Top of Records for processing

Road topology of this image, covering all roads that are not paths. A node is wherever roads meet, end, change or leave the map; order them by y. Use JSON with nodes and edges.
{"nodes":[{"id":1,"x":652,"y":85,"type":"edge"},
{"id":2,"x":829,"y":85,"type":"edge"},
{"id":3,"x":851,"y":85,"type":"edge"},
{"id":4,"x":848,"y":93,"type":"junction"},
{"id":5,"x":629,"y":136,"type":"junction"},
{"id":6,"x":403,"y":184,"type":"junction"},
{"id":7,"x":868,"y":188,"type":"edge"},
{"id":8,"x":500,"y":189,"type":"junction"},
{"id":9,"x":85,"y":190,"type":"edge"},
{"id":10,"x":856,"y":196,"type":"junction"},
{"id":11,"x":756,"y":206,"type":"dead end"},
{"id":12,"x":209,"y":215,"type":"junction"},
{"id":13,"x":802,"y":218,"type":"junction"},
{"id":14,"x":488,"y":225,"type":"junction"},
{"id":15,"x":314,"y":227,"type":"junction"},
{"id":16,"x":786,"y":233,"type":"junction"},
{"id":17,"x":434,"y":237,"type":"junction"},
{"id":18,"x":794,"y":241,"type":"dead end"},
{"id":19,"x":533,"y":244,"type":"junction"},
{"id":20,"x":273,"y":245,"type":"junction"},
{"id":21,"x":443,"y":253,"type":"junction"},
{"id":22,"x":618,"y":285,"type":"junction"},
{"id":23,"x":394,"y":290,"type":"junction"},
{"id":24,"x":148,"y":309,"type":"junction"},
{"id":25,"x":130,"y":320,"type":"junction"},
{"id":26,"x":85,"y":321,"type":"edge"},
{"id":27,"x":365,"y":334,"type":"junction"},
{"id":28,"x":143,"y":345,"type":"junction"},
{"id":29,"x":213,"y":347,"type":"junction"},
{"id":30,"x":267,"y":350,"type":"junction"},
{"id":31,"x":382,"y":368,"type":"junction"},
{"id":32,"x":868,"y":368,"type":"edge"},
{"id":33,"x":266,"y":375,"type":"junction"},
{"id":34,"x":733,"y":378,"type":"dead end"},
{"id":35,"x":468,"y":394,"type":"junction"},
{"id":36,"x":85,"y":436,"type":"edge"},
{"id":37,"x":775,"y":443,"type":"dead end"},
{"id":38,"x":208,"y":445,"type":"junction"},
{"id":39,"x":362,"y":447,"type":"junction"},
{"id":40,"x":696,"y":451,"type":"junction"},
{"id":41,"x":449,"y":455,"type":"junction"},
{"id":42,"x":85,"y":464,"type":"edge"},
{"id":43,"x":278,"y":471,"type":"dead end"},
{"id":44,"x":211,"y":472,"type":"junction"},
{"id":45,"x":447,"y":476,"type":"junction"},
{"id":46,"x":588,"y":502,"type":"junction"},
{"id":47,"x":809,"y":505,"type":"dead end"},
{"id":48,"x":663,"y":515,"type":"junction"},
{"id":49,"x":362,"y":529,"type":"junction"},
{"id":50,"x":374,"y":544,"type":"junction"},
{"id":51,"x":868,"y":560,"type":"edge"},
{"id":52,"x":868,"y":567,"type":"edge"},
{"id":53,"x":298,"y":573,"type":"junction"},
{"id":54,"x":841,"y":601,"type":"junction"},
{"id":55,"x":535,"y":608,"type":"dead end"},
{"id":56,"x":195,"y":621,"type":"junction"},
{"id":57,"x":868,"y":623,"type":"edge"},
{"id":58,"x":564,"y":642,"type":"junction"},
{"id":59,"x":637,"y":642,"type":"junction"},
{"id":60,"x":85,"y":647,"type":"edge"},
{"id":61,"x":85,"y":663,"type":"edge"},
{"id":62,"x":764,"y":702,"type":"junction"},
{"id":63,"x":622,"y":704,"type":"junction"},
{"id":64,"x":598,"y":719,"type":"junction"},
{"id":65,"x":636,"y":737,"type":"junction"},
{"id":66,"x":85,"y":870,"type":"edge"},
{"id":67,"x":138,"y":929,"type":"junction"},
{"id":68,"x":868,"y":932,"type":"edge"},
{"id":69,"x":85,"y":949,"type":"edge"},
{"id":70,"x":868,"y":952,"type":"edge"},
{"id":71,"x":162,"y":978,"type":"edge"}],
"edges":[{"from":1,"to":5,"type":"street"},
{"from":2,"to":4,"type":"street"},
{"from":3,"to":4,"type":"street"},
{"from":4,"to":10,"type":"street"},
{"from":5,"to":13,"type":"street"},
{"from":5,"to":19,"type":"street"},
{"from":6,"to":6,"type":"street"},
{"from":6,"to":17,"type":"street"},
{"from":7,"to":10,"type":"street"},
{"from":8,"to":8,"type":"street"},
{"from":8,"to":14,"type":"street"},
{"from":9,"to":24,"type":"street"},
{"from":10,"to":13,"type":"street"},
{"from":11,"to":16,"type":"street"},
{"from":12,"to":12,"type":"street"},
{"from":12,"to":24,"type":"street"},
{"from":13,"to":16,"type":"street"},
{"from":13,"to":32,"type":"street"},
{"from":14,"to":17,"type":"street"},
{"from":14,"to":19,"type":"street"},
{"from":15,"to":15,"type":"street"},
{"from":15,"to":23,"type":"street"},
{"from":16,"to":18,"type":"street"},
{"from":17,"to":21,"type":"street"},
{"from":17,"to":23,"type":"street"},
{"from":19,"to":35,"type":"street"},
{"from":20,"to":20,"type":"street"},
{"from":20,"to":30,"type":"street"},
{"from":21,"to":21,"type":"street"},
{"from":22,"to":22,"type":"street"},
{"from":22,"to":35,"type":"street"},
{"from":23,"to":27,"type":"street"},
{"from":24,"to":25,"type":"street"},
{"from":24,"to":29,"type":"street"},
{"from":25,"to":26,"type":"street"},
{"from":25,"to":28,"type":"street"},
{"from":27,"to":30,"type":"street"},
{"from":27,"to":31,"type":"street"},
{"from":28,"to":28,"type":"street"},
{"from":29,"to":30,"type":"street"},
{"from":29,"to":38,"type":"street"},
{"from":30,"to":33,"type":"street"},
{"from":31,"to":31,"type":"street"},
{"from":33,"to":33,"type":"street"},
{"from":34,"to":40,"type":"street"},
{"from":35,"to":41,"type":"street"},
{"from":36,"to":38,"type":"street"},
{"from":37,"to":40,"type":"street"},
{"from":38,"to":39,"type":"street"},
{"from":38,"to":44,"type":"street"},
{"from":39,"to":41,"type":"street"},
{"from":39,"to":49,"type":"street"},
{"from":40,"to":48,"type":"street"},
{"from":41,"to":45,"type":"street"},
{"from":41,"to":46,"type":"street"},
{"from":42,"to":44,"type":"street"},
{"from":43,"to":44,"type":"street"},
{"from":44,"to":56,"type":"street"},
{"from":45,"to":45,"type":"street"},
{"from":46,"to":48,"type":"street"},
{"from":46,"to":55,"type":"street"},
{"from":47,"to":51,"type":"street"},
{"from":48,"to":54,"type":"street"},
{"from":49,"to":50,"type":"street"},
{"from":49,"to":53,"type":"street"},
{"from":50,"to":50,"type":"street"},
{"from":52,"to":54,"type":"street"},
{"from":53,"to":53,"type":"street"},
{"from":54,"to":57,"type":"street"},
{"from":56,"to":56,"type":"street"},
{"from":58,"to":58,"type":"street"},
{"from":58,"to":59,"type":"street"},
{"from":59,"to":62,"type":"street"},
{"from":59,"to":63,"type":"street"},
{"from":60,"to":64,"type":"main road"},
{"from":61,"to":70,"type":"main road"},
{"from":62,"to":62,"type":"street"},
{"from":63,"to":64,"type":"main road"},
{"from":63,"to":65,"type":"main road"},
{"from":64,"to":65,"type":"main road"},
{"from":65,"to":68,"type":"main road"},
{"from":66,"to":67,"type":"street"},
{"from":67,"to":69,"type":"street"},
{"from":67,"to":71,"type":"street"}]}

Bottom of Records for processing

→ **Task prompt**:
Within the entries above, work out the number of lines that include the string "edges" and give only that.

→ **Output**:
2